(Stored data)

◇ ◇ ◇ ◇ ◇ ◇ ◇

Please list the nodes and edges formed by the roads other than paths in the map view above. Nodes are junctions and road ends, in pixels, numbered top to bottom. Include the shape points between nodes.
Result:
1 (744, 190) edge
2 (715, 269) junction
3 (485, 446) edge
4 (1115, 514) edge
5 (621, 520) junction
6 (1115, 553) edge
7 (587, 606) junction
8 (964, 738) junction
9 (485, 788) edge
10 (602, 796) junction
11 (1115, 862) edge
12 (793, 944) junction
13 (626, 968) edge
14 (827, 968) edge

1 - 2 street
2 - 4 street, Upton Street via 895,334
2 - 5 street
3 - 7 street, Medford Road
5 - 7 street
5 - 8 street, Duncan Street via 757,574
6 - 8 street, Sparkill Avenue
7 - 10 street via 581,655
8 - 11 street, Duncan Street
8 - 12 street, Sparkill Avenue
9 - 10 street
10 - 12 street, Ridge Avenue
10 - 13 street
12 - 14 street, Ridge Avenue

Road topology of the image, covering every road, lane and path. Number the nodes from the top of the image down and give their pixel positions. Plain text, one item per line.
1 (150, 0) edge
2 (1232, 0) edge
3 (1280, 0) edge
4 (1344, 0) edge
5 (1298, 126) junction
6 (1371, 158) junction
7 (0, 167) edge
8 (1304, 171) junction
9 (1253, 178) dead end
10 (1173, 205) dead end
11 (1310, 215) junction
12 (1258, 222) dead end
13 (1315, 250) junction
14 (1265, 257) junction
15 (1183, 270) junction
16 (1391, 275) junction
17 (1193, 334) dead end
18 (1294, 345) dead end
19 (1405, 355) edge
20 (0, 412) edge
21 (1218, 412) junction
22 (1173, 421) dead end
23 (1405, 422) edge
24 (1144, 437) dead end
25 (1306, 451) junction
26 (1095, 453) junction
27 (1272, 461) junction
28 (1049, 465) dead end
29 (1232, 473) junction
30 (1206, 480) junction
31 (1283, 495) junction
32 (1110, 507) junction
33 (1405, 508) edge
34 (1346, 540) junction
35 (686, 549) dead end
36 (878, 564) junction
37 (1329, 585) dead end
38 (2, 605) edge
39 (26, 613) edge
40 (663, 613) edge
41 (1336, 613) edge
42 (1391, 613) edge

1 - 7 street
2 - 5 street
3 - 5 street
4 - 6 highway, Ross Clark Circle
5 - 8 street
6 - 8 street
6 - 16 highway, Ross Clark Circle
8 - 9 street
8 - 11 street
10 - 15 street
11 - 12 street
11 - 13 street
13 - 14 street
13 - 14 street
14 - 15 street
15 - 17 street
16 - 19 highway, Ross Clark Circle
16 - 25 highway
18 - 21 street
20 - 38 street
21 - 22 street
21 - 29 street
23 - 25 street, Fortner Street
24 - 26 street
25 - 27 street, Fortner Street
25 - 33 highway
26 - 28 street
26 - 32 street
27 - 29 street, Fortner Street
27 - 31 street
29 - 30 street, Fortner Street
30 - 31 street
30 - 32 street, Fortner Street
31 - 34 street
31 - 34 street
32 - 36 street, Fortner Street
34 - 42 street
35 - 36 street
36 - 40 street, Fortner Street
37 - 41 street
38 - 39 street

◇ ◇ ◇ ◇ ◇ ◇ ◇

Each line in the data that holds the string "dead" must be returned.

9 (1253, 178) dead end
10 (1173, 205) dead end
12 (1258, 222) dead end
17 (1193, 334) dead end
18 (1294, 345) dead end
22 (1173, 421) dead end
24 (1144, 437) dead end
28 (1049, 465) dead end
35 (686, 549) dead end
37 (1329, 585) dead end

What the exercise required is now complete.